Posted to java-user@lucene.apache.org by Maisnam Ns <ma...@gmail.com> on 2015/02/22 12:47:15 UTC

Getting most occurring words in lucene

Hi,

I am trying to get the top occurring words by building a memory index using
lucene using the code below but I am not getting the desired results. The
text contains 'freedom' three times but it gives only 1. Where am I
committing a mistake. Is there a way out. Please help.

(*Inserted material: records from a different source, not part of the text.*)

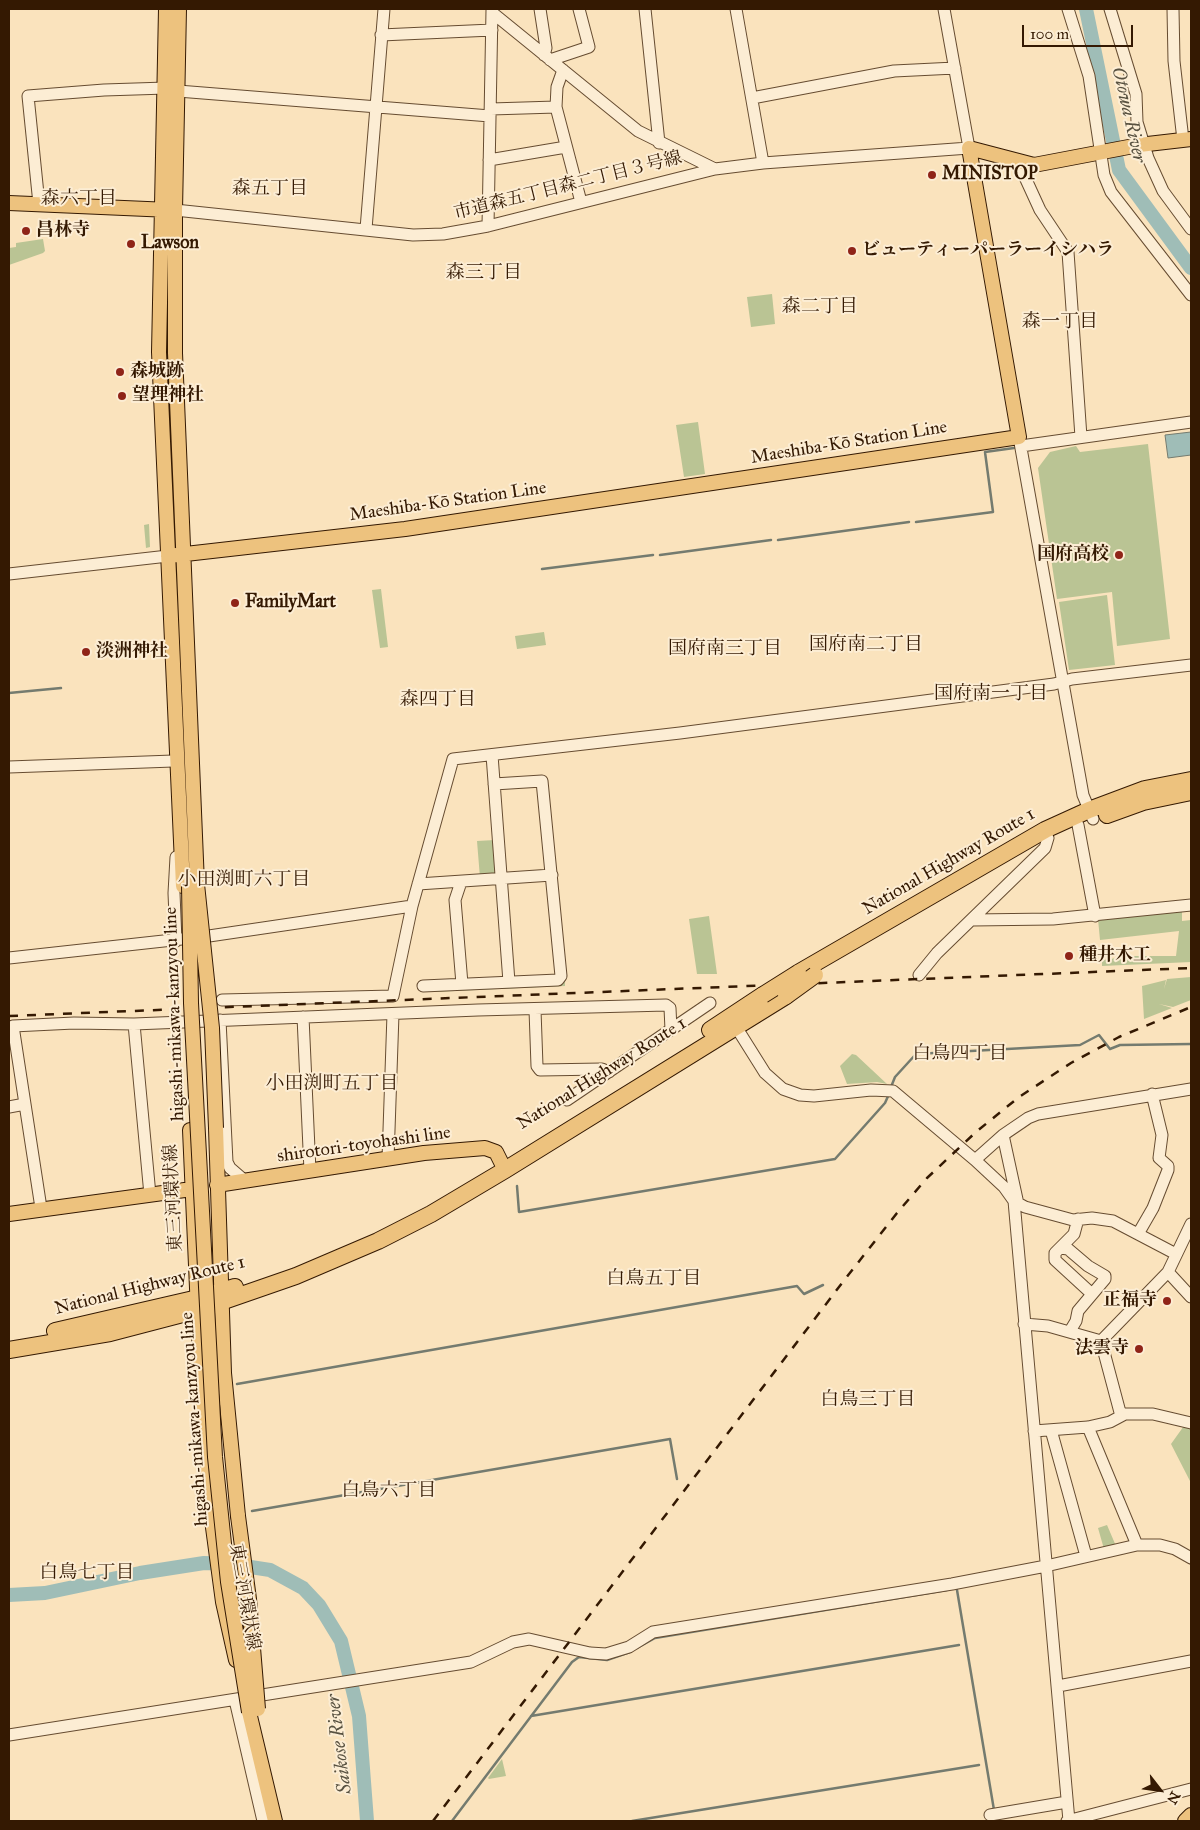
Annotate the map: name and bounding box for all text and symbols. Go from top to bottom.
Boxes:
scale bar [1025,15,1136,47]
text: 100 m [1030,25,1069,43]
water label: Otowa River [1106,65,1150,165]
street label: 市道森五丁目森二丁目３号線 [452,147,684,225]
place label: MINISTOP [942,164,1038,186]
marker: MINISTOP [926,169,938,181]
district label: 森五丁目 [232,178,308,200]
district label: 森六丁目 [41,188,117,210]
place label: 昌林寺 [36,220,90,242]
marker: 昌林寺 [20,225,32,237]
place label: Lawson [141,233,199,255]
marker: Lawson [125,238,137,250]
place label: ビューティーパーラーイシハラ [862,240,1114,262]
marker: ビューティーパーラーイシハラ [846,245,858,257]
district label: 森三丁目 [446,262,522,284]
district label: 森二丁目 [782,296,858,318]
district label: 森一丁目 [1022,311,1098,333]
place label: 森城跡 [130,361,184,383]
marker: 森城跡 [114,366,126,378]
place label: 望理神社 [132,385,204,407]
marker: 望理神社 [116,390,128,402]
street label: Maeshiba-Kō Station Line [749,417,949,469]
street label: Maeshiba-Kō Station Line [348,477,548,527]
place label: 国府高校 [1037,544,1109,566]
marker: 国府高校 [1113,549,1125,561]
place label: FamilyMart [245,592,336,614]
marker: FamilyMart [229,597,241,609]
district label: 国府南二丁目 [809,634,923,656]
district label: 国府南三丁目 [668,638,782,660]
place label: 淡洲神社 [96,641,168,663]
marker: 淡洲神社 [80,646,92,658]
district label: 国府南一丁目 [934,683,1048,705]
district label: 森四丁目 [400,689,476,711]
street label: National Highway Route 1 [859,804,1039,920]
district label: 小田渕町六丁目 [178,869,310,891]
street label: higashi-mikawa-kanzyou line [160,906,190,1122]
place label: 種井木工 [1079,945,1151,967]
marker: 種井木工 [1063,950,1075,962]
street label: National Highway Route 1 [513,1013,691,1135]
district label: 白鳥四丁目 [913,1043,1007,1065]
district label: 小田渕町五丁目 [266,1073,398,1095]
street label: shirotori-toyohashi line [276,1122,452,1168]
street label: 東三河環状線 [160,1144,188,1252]
street label: National Highway Route 1 [53,1252,247,1320]
district label: 白鳥五丁目 [607,1268,701,1290]
place label: 正福寺 [1103,1290,1157,1312]
marker: 正福寺 [1161,1295,1173,1307]
street label: higashi-mikawa-kanzyou line [177,1311,213,1527]
place label: 法雲寺 [1075,1338,1129,1360]
marker: 法雲寺 [1133,1343,1145,1355]
district label: 白鳥三丁目 [821,1389,915,1411]
district label: 白鳥六丁目 [342,1480,436,1502]
street label: 東三河環状線 [224,1542,264,1652]
district label: 白鳥七丁目 [40,1562,134,1584]
water label: Saikose River [323,1693,357,1795]
north arrow [1135,1765,1185,1815]
text: N [1163,1788,1184,1807]

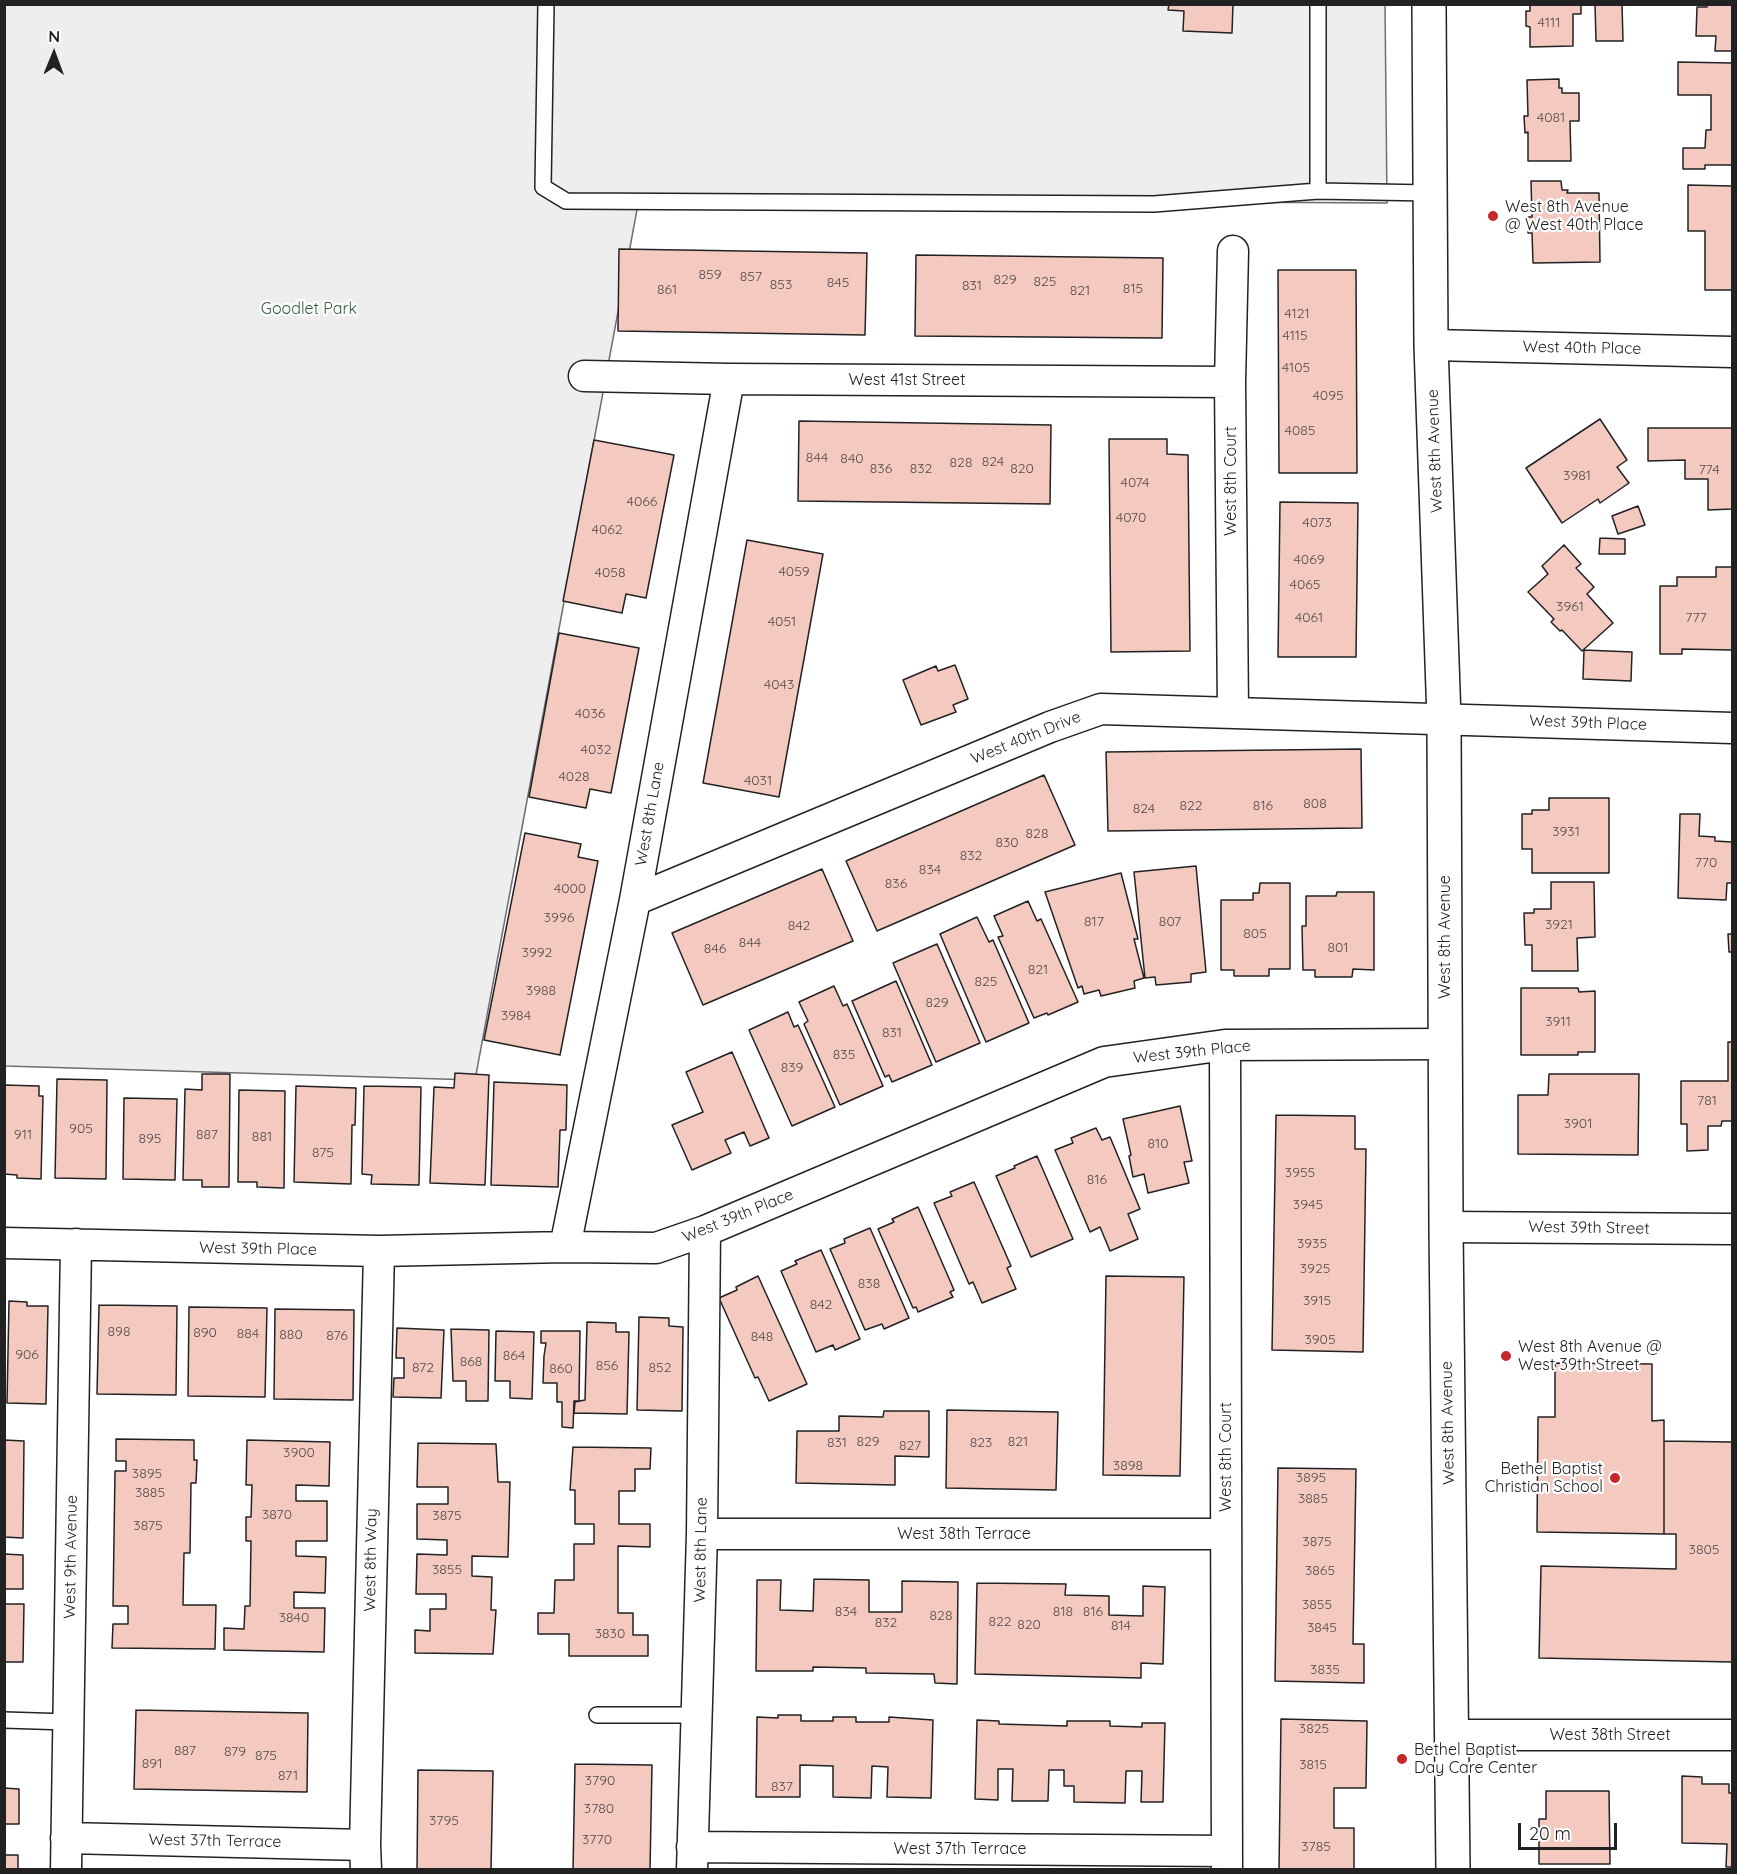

RAMDirectory idx = new RAMDirectory(); //create ram directory
IndexWriter writer =
                     new IndexWriter(idx, new
StandardAnalyzer(Version.LUCENE_30), IndexWriter.MaxFieldLength.LIMITED);
// create the index

 writer.addDocument(createDocument("key1",
    "It behooves every man to freedom freedom freedom remember
that                    the work of the "));  // add text to document



             try {
                computeTopTermQuery(idx);  //compute the top term
            } catch (Exception e) {
                // TODO Auto-generated catch block
                e.printStackTrace();
            }

The computeTopTermQuery is from this link
http://sujitpal.blogspot.in/2009/02/summarization-with-lucene.html  by
Suujit Pal's blog.

  private static Query computeTopTermQuery(Directory ramdir) throws
Exception {
        final Map<String,Integer> frequencyMap =
          new HashMap<String,Integer>();
        List<String> termlist = new ArrayList<String>();
        IndexReader reader = IndexReader.open(ramdir);
        TermEnum terms = reader.terms();
        while (terms.next()) {
          Term term = terms.term();
          String termText = term.text();
          int frequency = reader.docFreq(term);
          frequencyMap.put(termText, frequency);
          termlist.add(termText);
        }
        reader.close();
        // sort the term map by frequency descending
        Collections.sort(termlist, new ReverseComparator<String>(
          new ByValueComparator<String,Integer>(frequencyMap)));
        // retrieve the top terms based on topTermCutoff
        List<String> topTerms = new ArrayList<String>();
        float topFreq = -1.0F;
        for (String term : termlist) {
          if (topFreq < 0.0F) {
            // first term, capture the value
            topFreq = (float) frequencyMap.get(term);
            topTerms.add(term);
          } else {
            // not the first term, compute the ratio and discard if below
            // topTermCutoff score
            float ratio = (float) ((float) frequencyMap.get(term) /
topFreq);
            if (ratio >= topTermCutoff) {
              topTerms.add(term);
            } else {
              break;
            }
          }
        }
        StringBuilder termBuf = new StringBuilder();
        BooleanQuery q = new BooleanQuery();
        for (String topTerm : topTerms) {
          termBuf.append(topTerm).
            append("(").
            append(frequencyMap.get(topTerm)).
            append(");");
          q.add(new TermQuery(new Term("text", topTerm)), Occur.SHOULD);
        }
        System.out.println(">>> top terms: " + termBuf.toString());
        System.out.println(">>> query: " + q.toString());
        return q;
      }


But surprisingly I am getting freedom as (1) and not (3), where 3 is the
occurrences of freedom.

top terms:
accomplished(1);altogether(1);behooves(1);critic(1);does(1);end(1);
every(1);freedom(1);importance(1);man(1);progress(1);remember(1);
secondary(1);things(1);who(1);work(1);

Thanks

Re: Getting most occurring words in lucene

Posted by Michael McCandless <lu...@mikemccandless.com>.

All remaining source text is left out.